In her annual report, Chief Inspector of Education, Children's Services and Skills (HMCI) Amanda Spielman pointed out that 2020/21 was ‘a difficult year to be young, and a challenging time to be learning.’ Thanks to the tremendous efforts of many, at school and at home, children have been learning, but overall they have learned less than they might otherwise have done and some have been more affected by the disruption to school life than others.

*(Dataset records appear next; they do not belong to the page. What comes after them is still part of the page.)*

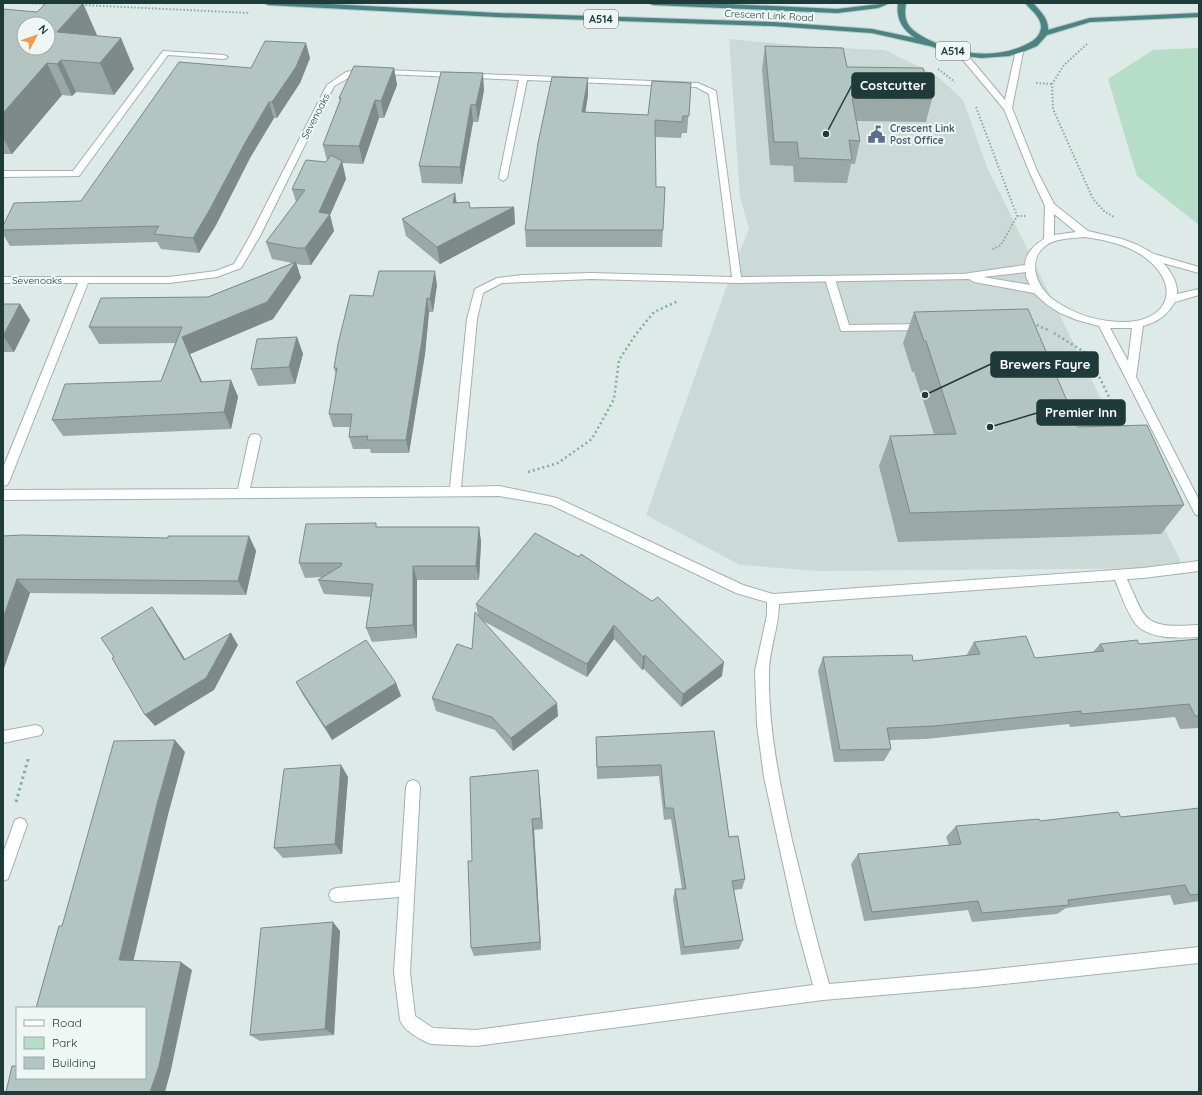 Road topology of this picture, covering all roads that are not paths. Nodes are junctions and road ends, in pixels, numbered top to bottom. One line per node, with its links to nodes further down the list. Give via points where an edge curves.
1 (268, 3): 8 (highway, Crescent Link Road / A514, via 498,15 773,24 872,31)
2 (653, 3): 3 (highway, Crescent Link Road, via 837,10)
3 (886, 3)
4 (902, 3): 8 (highway, A514, via 900,14 904,24 915,35)
5 (1029, 3): 7 (highway, via 1045,22)
6 (1199, 15): 7 (highway, A514, via 1090,20)
7 (1045, 33): 9 (highway, A514, via 1040,41)
8 (932, 44): 10 (highway, A514)
9 (1019, 52): 10 (highway, A514, via 988,56); 13 (street)
10 (961, 53): 13 (street)
11 (224, 57): 14 (street, via 166,53 76,174)
12 (523, 79): 15 (street); 25 (street, Sevenoaks, via 362,71 349,74 331,85 238,266 216,274 169,280); 26 (street, Sevenoaks, via 698,85 713,93)
13 (1008, 108): 16 (street)
14 (3, 174)
15 (503, 178)
16 (1050, 206): 17 (street); 18 (street)
17 (1084, 234): 18 (street); 19 (street, via 1108,237)
18 (1049, 240): 20 (street, via 1034,252)
19 (1150, 256): 21 (street); 29 (street, via 1164,270 1172,285)
20 (1029, 268): 22 (street); 27 (street)
21 (1199, 270)
22 (963, 277): 23 (street); 27 (street)
23 (830, 279): 26 (street); 32 (street, via 845,329)
24 (3, 280): 25 (street, Sevenoaks)
25 (84, 280): 35 (street)
26 (737, 280): 36 (street, via 591,276 522,278 500,280 478,291 472,318)
27 (1038, 290): 30 (street, via 1065,312)
28 (1199, 292): 29 (street)
29 (1172, 299): 31 (street, via 1167,310 1155,319)
30 (1103, 324): 31 (street); 33 (street)
31 (1138, 324): 33 (street)
32 (937, 327)
33 (1131, 377): 39 (street)
34 (255, 438): 37 (street)
35 (3, 482)
36 (455, 492): 37 (street); 42 (street, via 499,491 554,501 740,589)
37 (243, 493): 38 (street)
38 (3, 495)
39 (1199, 511)
40 (1199, 566): 41 (street)
41 (1119, 575): 42 (street); 43 (street, via 1140,621 1158,630)
42 (773, 599): 52 (street, via 773,615 762,672 764,725 771,777 804,923)
43 (1199, 630)
44 (36, 731): 45 (street)
45 (3, 737)
46 (413, 787): 49 (street)
47 (20, 825): 48 (street)
48 (3, 874)
49 (407, 889): 50 (street); 52 (street, via 402,972 408,1020 431,1036 476,1038)
50 (336, 895)
51 (1199, 955): 52 (street, via 976,979)
52 (823, 992)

Impact of Covid on attainment

NFER’s recent summary of the evidence of the impact of Covid-19 on attainment in England highlights that one of the most severe effects has been on the development of early reading skills. The children who experienced significant disruption to their reception year when schools closed to most pupils in March 2020, endured further disruption in Year 1 when schools were closed again for most pupils from January to March 2021. In an NFER research project, funded by the Education Endowment Foundation, we found that, compared to what we would have expected pre-pandemic, there were well over double the proportion of children who barely scored any marks on the reading assessments in Year 1 and in Year 2 in the last school year.

Being able to read opens doors to so many areas of learning; and reading with increasing independence at a young age not only gives children opportunities to practice their developing skills but is also closely tied to a child’s self-esteem. This is how the virtuous circle of reading emerges, with increasing reading competence being associated with vocabulary growth and more reading practice. Keith Stanovich, an American psychologist, termed it ‘the Matthew effect’ – the rich get richer.

We know that poverty puts some children at increased risk of lower overall achievement in school. But we have evidence from PISA 2000 of how powerful high levels of engagement in reading activities can be as one of the levers of social change. Pupils who were highly engaged readers but whose parents had the lowest occupational status had better reading scores than pupils with low levels of reading engagement whose parents had high or medium occupational status (OECD, 2002). Similarly, PISA 2018 found that academically resilient pupils (disadvantaged pupils performing in the top quarter of reading proficiency) tended to enjoy reading more (OECD, 2019).

This is why the evidence of the impact of the pandemic on the children at the very earliest stages of learning to read is of such concern. The likelihood is that the attainment gap will increase between the children in key stage 1 who are struggling to keep up with their peers in reading and those who are establishing and growing their reading skills.

There is a clear risk that one of the long term effects of the pandemic will be an increase in the numbers of weak and reluctant readers, and disproportionately from disadvantaged backgrounds. Teachers have at their fingertips a multitude of imaginative ways to engage children in the world of books. It is going to be even more important than ever to ensure schools are adequately resourced to provide this rich environment so that fewer people find themselves in Jay Blades’ position as beginner readers as adults.